Accord incompris

Après les tueries barbares à Gao, le président de la République, IBK, a exprimé, à la télévision nationale, son profond regret. «Je m’incline devant la mémoire des jeunes gens fauchés à la fleur de l’âge. Je souhaite prompt rétablissement aux blessés», avait-il déclaré. Pour lui, ces incidents regrettables pouvaient pu être évités. «Ils sont une illustration manifeste d’une méconnaissance des aspects féconds du contenu de l’accord pour la paix et la réconciliation nationale. Ils nous commandent d’œuvrer encore davantage pour sa meilleure compréhension et son appropriation par l’ensemble des couches de notre peuple». Maintenant, c’est clair pour tout le monde, les Maliens n’ont pas compris l’accord. Cela n’est point une surprise dans la mesure où il n’y a eu aucune véritable campagne d’explication. Et dire que toutes les semaines, des ministres et des membres de groupes armés ont organisé des fora et rencontres dans les localités du nord ! Aujourd’hui, ce sont les populations bénéficiaires de ces campagnes, qui n’ont rien compris de l’accord, qui se révoltent. IBK pense que les inquiétudes suscitées par certaines dispositions de l’accord découlent, de manière évidente, d’interprétations erronées. «Je suis convaincu qu’elles se dissiperont progressivement, si de bonne foi, nous acceptons collectivement de conjuguer nos efforts, tous, acteurs confondus, en ayant pour objectif le devenir d’un Mali stable et prospère…», espère-t-il. C’est le souhait de tout le monde, mais à quelle condition ?

Souveraineté

La souveraineté, c’est avant tout avoir les moyens de sa politique. Ce n’est pas l’orgueil mal placé ; ce n’est pas dire : nous sommes descendants de Babemba, Tiéba, Samory, Binton, Da Monzon, Sony Alibert… Nos aïeux ont fait leur temps, signé des pactes, des contrats et même des accords de défense et de coopération militaire. Ils ont fait ce qu’ils pouvaient pour le pays qui n’était pas uni, mais en entités séparées. Nous devons voir les réalités du moment et cesser de nous taper la poitrine. La souveraineté, c’est savoir ce qu’on peut et ne peut faire. Nous n’avons pas les moyens d’avoir une armée efficace pour sécuriser notre vaste territoire. Même si on en avait les moyens, l’équipement va prendre du temps. Faisons donc la politique de nos moyens. Et non celle de nos orgueils ! Regardons les réalités en face et travaillons avec les autres, le temps de nous préparer.

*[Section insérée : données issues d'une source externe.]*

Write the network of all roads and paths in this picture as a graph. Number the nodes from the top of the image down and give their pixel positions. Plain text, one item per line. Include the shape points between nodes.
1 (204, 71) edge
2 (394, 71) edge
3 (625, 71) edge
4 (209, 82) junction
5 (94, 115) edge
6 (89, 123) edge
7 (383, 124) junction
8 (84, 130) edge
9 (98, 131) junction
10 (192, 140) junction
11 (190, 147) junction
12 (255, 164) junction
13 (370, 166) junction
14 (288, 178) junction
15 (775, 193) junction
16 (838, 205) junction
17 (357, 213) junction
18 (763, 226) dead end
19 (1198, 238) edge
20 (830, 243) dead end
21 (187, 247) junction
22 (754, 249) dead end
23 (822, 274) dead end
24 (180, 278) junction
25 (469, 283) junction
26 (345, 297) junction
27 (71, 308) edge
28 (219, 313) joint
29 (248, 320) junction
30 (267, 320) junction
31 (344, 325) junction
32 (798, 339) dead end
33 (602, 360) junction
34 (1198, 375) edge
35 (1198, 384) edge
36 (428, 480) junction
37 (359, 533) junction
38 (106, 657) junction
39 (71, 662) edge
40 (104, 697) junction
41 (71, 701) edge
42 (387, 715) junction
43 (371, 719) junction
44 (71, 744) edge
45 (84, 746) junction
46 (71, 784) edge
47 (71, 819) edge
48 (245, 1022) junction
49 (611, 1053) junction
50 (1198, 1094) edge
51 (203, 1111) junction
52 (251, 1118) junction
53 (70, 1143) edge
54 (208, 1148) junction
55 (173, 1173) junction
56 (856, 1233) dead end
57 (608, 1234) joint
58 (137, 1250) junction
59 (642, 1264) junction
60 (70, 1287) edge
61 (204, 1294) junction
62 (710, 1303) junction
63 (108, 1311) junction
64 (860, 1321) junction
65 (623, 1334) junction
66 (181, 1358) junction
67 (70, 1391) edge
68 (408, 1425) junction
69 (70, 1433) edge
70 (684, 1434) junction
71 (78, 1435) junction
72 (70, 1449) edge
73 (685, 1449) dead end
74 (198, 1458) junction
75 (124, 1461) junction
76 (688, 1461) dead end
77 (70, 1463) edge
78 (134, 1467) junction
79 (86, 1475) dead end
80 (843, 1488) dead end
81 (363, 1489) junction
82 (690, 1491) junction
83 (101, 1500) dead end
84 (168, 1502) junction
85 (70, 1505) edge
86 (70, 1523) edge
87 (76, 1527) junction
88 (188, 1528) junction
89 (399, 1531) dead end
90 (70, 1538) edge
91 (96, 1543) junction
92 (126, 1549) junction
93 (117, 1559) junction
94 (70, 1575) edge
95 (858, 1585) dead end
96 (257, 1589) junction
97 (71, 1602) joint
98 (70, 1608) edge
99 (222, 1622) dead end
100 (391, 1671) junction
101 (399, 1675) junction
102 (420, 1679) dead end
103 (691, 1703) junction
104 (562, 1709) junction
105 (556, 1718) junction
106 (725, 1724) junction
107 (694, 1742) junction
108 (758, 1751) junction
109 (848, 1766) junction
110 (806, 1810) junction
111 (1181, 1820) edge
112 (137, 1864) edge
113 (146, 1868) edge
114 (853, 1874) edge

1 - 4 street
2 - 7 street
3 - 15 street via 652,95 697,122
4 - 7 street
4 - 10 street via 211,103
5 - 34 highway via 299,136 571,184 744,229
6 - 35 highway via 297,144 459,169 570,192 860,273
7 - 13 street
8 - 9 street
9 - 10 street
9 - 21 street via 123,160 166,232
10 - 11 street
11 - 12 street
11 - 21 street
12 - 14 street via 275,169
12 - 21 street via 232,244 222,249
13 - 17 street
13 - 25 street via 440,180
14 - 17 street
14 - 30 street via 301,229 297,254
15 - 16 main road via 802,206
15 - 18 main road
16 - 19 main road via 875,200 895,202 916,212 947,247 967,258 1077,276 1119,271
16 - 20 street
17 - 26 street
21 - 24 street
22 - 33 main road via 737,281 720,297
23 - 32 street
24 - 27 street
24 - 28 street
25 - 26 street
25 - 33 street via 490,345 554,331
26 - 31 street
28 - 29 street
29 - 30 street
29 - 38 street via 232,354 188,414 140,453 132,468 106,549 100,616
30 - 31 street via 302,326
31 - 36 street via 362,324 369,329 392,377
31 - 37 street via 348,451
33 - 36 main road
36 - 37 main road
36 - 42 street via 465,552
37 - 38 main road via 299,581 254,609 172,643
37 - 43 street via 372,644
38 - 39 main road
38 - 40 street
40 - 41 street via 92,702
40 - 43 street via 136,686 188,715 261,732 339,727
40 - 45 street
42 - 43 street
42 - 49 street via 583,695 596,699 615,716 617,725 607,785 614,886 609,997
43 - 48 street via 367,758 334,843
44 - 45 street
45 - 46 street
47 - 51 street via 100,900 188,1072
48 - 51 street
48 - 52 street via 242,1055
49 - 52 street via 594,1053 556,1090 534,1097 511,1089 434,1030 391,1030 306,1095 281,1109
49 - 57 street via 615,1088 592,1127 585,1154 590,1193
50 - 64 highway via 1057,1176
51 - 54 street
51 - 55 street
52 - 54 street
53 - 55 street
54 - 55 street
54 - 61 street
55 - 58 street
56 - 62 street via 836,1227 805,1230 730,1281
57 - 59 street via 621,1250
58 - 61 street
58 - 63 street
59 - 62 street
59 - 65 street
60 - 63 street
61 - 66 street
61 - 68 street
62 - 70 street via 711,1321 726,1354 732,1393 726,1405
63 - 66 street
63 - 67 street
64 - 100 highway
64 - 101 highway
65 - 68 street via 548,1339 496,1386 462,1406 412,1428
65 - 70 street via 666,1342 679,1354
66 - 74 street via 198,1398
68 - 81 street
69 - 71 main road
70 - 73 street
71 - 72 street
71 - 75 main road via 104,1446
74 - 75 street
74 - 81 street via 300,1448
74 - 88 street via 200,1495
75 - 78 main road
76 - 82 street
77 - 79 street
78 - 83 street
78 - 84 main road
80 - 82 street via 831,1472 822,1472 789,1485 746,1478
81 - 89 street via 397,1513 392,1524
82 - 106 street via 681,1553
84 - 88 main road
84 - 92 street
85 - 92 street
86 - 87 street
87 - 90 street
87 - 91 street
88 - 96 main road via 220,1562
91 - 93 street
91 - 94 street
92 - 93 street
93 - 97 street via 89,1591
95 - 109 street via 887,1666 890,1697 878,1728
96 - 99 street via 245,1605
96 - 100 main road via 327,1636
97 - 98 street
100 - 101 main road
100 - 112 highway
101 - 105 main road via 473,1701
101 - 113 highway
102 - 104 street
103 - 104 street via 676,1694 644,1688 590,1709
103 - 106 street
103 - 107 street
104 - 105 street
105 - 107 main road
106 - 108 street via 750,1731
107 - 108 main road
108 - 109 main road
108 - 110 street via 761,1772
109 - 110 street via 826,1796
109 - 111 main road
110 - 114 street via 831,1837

Les proches du président «rétrogradés»
Les observateurs ont remarqué, après le remaniement, que ce sont bien les proches du président de la République ou supposés comme tels qui ont fait les frais. Il s’agit d’Hammadoun Konaté, de Mme N’Diaye Ramatoulaye Diallo, d’Abdel Karim Konaté et de Mahamane Baby. Le premier, Hammadoun Konaté, était numéro 2 du gouvernement Modibo Kéïta II. Il occupait un poste ministériel stratégique, dans la mesure où tout le ‘’volet reconstruction du Nord’’ dépendait de lui. D’aucuns le voyaient même dans le fauteuil de Premier ministre. De numéro 2 du gouvernement, il a été rétrogradé à la 5ème place. Pis, son Département a été délesté du volet ‘’Reconstruction du Nord’’. Quant à Mme N’Diaye Ramatoulaye Diallo, elle figurait dans le cercle très rapproché du président de la République. Certains journaux avaient signalé qu’il lui arrivait de nouer la cravate du président lors de ses déplacements. Et puis, avec l’appui d’IBK, elle avait pu faire la jonction entre le ministère du Tourisme et de l’Artisanat qu’occupait Mme Berthé et son ministère initial. Aujourd’hui, à sa grande surprise, elle perd ce qu’elle avait gagné, officiellement, dans le souci de faire de la place aux nouveaux venus, au nom de la paix.

S’il y a un ministre qui est bien mal récompensé, c’est bien celui du Commerce. Abdel Karim Konaté dit Empé s’est battu comme un beau diable dans l’eau bénite pour la maîtrise des prix, la protection des consommateurs ; pour éviter la hausse des produits de première nécessité durant le mois de Ramadan ; pour sauver le parc industriel à travers la signature de contrats de performance. Pratiquement, toutes les semaines, les plus hautes autorités du pays le félicitaient pour ses efforts et ses initiatives. Dans le classement trimestriel des ministres, initié par le Premier ministre, il figurait sur le podium, le jeudi 7 juillet, jour du remaniement. Les PTF l’ont remercié pour la maîtrise des prix, gage de stabilité sociale, selon eux. Pour toute récompense, on lui retire l’Industrie et on le plonge dans les profondeurs de la préséance gouvernementale. De la 12ème, il se retrouve à la 25ème place.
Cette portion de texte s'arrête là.